Your MSSQL environment is vulnerable and I can prove it

SQL Server environments are often assumed to be secure by default. This session challenges that assumption. Starting from a low-privileged SQL login, I will demonstrate how design decisions, legacy features, and overlooked behaviors inside the MSSQL engine can be combined to achieve full instance compromise.
The presentation walks through real-world attack paths observed across on-premises and cloud-hosted SQL Server deployments, showing how privilege boundaries can be bypassed, sensitive data exposed, and administrative control obtained without exploiting traditional memory corruption bugs.
Beyond the offensive techniques, the focus is on why these issues exist and how they persist in production systems. Attendees will learn how to assess their own environments, recognize high-risk configurations, and apply practical defensive controls to reduce attack surface and prevent privilege escalation before an attacker proves it for them.

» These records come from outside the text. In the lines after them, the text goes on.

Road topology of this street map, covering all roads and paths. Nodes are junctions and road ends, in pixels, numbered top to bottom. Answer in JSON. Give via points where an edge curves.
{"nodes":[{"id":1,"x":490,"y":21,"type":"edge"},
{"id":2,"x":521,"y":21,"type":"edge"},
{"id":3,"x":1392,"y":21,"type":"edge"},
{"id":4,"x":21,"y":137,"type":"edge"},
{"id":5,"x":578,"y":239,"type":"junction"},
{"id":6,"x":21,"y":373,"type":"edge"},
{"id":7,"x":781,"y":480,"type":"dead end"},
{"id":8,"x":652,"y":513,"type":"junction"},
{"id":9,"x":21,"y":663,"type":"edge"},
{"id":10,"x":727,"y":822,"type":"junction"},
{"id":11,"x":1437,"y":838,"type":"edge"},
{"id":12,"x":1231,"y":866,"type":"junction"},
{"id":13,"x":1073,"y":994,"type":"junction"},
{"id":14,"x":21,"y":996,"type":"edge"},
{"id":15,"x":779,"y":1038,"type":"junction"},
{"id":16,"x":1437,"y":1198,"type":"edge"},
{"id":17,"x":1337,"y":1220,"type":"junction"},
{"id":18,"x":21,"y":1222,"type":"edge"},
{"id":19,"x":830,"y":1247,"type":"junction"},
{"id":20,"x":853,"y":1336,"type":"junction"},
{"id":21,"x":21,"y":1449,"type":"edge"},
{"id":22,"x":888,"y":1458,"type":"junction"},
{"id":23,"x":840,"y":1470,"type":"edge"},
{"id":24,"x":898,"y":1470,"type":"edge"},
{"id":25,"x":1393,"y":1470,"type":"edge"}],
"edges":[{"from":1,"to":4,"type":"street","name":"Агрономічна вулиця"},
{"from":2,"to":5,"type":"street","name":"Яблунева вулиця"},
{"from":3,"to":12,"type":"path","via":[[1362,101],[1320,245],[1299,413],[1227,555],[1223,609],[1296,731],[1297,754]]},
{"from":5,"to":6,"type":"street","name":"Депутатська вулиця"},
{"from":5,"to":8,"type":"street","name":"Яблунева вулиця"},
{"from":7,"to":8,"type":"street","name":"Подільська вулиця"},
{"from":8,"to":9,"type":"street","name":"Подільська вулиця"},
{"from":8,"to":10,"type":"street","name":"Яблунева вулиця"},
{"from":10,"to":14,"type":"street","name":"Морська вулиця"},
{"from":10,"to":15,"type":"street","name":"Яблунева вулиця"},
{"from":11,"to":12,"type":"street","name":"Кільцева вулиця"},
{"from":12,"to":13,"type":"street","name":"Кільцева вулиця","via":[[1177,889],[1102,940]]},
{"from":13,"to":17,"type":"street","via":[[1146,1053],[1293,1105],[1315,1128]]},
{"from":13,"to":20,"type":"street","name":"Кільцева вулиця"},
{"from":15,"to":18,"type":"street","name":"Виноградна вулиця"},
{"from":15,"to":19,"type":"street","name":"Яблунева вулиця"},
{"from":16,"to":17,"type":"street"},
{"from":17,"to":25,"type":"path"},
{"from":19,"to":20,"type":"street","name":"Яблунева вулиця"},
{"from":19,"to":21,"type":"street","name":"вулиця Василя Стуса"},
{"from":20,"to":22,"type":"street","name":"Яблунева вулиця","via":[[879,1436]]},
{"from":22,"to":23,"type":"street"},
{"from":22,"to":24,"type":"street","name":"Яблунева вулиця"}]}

1. Cloud and on-prem parity The same techniques apply across on-prem SQL Server and managed offerings (Azure SQL, Cloud SQL, RDS, ApsaraDB). This challenges the common belief that PaaS automatically eliminates escalation risk. 2. Proven with responsible disclosure The findings are based on real vulnerabilities disclosed to cloud providers, with confirmed fixes and timelines. This moves the talk from theory to verifiable impact. 3. Recognize high-risk configurations Attendees will learn how attackers realistically move from a low-privileged SQL login to full control, using behaviors that exist in default and managed MSSQL environments. This enables DBAs, developers, and security teams to recognize high-risk configurations they may currently trust.